(DATASET):
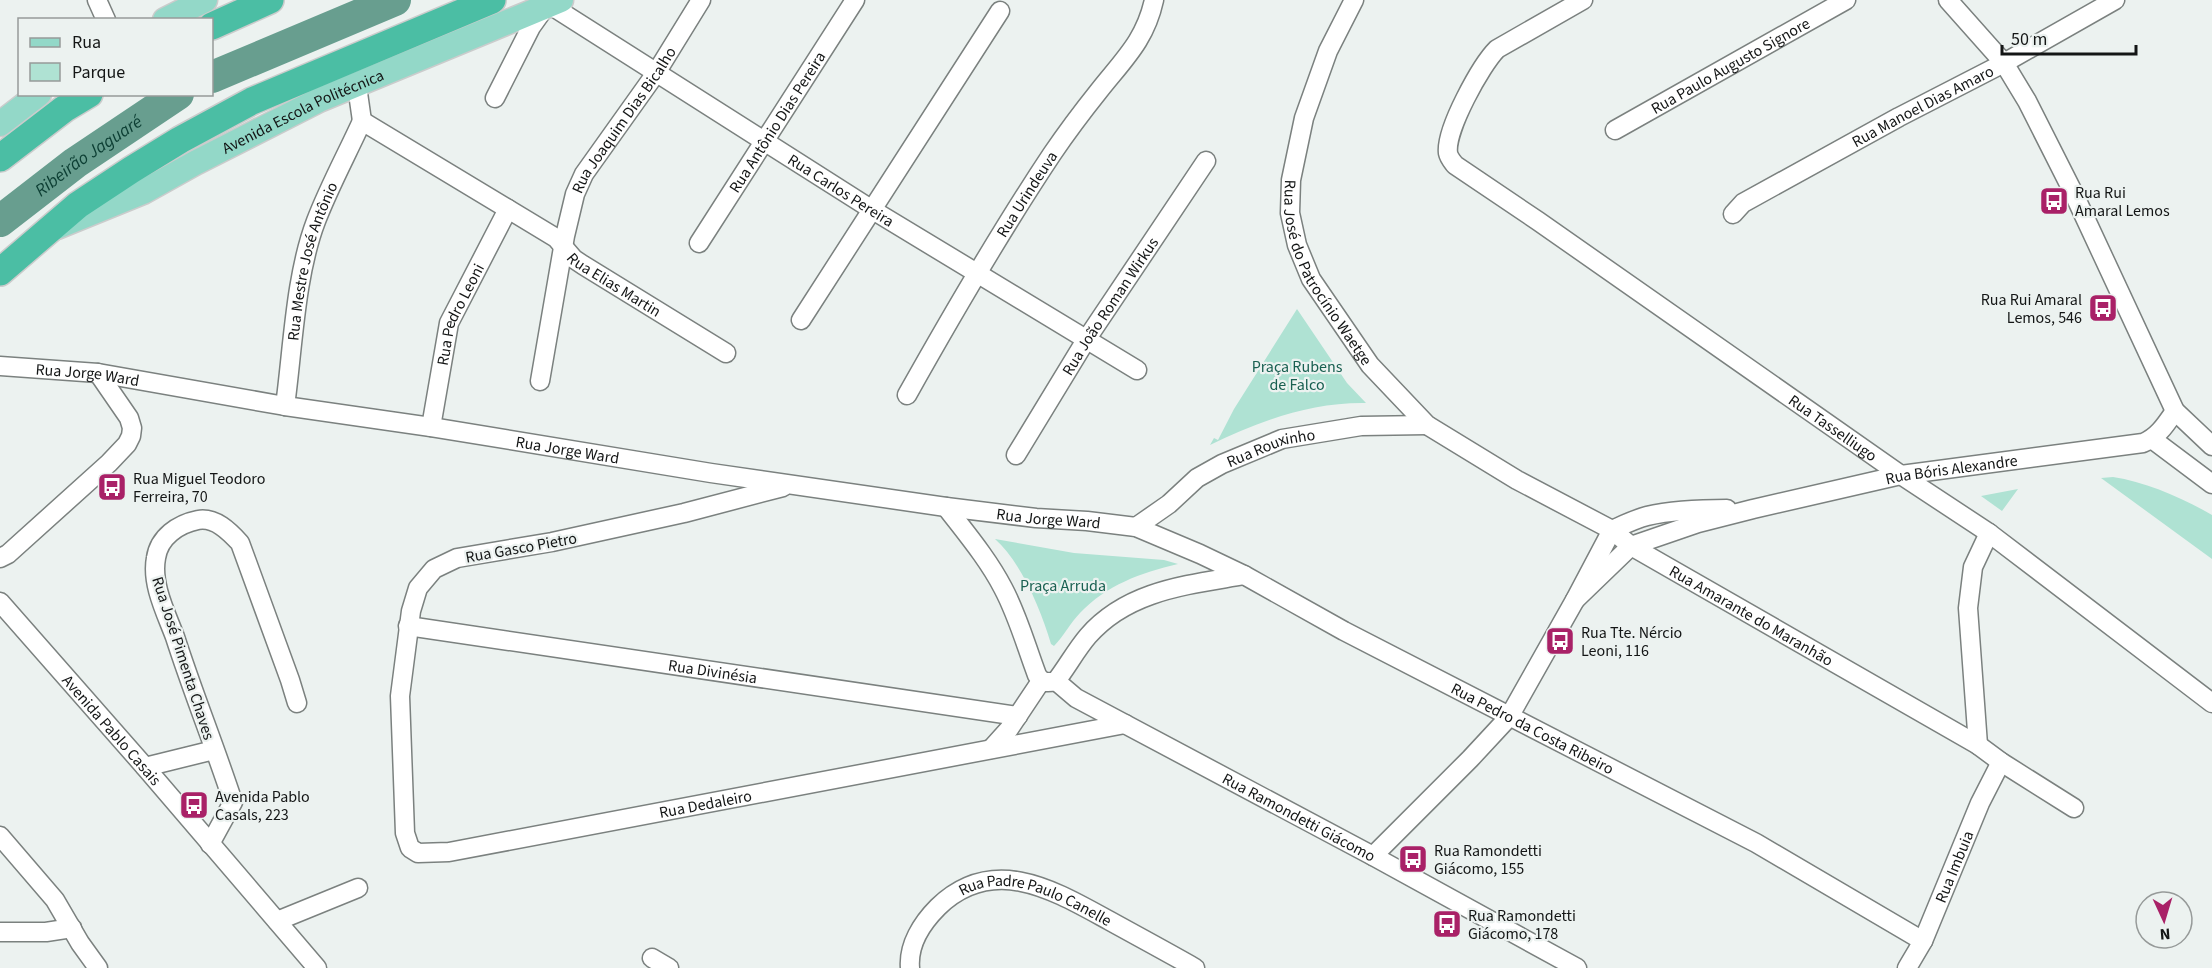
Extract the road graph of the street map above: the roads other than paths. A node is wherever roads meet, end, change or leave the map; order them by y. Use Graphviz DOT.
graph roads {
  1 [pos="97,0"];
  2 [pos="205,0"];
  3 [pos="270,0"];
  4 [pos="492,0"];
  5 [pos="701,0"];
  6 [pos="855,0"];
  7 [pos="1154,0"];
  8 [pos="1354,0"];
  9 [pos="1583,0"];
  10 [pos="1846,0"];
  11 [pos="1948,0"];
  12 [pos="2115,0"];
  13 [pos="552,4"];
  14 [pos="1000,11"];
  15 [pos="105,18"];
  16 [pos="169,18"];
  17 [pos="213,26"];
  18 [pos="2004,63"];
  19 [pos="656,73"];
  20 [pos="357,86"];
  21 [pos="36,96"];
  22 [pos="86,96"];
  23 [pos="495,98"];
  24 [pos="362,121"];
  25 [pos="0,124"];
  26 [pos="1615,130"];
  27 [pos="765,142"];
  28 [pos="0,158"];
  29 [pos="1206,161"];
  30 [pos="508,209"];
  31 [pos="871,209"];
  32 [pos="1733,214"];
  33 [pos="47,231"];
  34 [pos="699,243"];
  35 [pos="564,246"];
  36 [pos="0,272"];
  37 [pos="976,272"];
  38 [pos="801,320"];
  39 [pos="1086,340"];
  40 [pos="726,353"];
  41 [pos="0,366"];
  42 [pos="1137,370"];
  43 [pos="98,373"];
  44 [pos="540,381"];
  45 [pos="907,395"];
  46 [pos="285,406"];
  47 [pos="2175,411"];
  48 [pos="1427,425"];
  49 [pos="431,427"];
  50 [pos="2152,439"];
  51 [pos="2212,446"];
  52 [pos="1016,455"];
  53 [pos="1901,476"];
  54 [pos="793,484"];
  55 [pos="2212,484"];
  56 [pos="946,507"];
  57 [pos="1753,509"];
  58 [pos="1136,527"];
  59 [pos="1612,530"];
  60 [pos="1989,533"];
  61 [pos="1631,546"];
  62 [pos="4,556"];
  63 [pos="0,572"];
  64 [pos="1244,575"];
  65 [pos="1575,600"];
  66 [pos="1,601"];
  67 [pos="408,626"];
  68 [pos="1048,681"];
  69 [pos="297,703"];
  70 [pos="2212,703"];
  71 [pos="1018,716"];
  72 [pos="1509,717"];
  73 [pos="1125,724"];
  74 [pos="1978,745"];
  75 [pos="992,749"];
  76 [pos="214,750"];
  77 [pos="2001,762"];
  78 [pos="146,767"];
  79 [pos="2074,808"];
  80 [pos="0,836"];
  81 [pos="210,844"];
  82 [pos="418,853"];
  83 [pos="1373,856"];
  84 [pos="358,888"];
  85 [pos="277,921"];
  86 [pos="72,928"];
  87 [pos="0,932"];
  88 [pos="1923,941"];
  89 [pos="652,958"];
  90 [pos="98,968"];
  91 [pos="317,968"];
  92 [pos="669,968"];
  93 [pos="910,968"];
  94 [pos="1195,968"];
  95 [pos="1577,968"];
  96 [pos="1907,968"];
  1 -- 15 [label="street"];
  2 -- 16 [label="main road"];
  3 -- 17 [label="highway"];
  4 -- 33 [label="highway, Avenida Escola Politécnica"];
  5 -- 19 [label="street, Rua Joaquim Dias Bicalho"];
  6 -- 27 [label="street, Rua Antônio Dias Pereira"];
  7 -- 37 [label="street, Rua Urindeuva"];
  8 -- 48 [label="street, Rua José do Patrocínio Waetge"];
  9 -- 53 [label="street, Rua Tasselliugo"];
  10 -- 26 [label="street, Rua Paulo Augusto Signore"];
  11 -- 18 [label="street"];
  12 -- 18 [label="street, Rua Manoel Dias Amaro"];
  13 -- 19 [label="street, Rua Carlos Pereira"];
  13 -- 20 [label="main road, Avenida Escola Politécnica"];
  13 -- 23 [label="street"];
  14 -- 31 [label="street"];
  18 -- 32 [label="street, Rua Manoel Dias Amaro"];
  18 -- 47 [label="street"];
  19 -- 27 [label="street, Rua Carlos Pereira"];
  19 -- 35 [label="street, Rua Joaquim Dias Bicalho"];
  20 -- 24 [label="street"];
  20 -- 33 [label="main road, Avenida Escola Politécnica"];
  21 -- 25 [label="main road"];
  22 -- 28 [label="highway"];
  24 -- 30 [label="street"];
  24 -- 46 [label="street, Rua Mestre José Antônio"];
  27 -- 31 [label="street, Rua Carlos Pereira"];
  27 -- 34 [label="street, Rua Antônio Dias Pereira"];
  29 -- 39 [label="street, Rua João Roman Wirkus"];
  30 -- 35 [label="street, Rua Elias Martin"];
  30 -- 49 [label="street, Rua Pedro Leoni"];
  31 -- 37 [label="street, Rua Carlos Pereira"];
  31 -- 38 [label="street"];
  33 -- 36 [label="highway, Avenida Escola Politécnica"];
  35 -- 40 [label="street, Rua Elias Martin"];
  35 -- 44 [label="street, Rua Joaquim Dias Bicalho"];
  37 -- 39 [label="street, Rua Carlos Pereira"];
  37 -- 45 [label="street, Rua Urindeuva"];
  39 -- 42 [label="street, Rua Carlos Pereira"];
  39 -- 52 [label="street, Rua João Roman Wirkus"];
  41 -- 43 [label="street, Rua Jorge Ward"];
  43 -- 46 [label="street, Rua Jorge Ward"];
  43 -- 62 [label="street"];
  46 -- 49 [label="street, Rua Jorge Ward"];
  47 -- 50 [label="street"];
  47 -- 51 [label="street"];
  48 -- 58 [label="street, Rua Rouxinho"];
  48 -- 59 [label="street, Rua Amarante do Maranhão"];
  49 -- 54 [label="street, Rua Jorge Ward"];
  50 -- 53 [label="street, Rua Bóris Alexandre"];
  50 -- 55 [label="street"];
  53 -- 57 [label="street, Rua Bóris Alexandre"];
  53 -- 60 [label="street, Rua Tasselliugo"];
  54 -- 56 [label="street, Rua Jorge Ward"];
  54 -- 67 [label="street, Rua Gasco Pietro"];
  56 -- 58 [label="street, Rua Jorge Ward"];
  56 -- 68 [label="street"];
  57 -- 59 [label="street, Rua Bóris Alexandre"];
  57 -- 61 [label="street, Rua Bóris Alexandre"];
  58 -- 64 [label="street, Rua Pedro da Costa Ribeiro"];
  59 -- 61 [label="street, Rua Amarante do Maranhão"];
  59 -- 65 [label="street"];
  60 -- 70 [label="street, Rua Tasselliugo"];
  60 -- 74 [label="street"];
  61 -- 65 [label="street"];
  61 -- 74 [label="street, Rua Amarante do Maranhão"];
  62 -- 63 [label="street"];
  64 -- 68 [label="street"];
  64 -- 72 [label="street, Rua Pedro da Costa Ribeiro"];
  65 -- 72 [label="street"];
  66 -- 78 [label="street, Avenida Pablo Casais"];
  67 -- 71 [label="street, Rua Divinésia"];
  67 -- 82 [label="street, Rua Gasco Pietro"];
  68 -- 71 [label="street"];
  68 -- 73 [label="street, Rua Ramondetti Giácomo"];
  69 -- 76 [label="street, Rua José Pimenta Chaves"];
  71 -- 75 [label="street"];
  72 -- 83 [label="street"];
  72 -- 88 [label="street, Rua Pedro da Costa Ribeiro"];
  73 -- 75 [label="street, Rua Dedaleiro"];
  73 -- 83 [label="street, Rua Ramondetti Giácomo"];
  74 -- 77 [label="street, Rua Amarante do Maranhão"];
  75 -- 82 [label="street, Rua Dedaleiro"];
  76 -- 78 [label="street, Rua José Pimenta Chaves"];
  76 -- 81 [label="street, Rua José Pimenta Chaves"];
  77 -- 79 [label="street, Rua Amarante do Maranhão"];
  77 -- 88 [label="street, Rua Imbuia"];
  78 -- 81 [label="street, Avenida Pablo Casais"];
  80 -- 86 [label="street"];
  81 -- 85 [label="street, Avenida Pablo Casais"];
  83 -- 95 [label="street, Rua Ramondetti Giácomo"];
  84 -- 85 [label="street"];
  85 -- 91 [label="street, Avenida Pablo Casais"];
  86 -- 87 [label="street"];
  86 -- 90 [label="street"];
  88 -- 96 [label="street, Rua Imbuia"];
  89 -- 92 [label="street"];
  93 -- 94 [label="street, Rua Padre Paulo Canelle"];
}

(TASK DESCRIPTION): Pull out each line of the listing that holds the string "Carlos".

(RESULT):
  13 -- 19 [label="street, Rua Carlos Pereira"];
  19 -- 27 [label="street, Rua Carlos Pereira"];
  27 -- 31 [label="street, Rua Carlos Pereira"];
  31 -- 37 [label="street, Rua Carlos Pereira"];
  37 -- 39 [label="street, Rua Carlos Pereira"];
  39 -- 42 [label="street, Rua Carlos Pereira"];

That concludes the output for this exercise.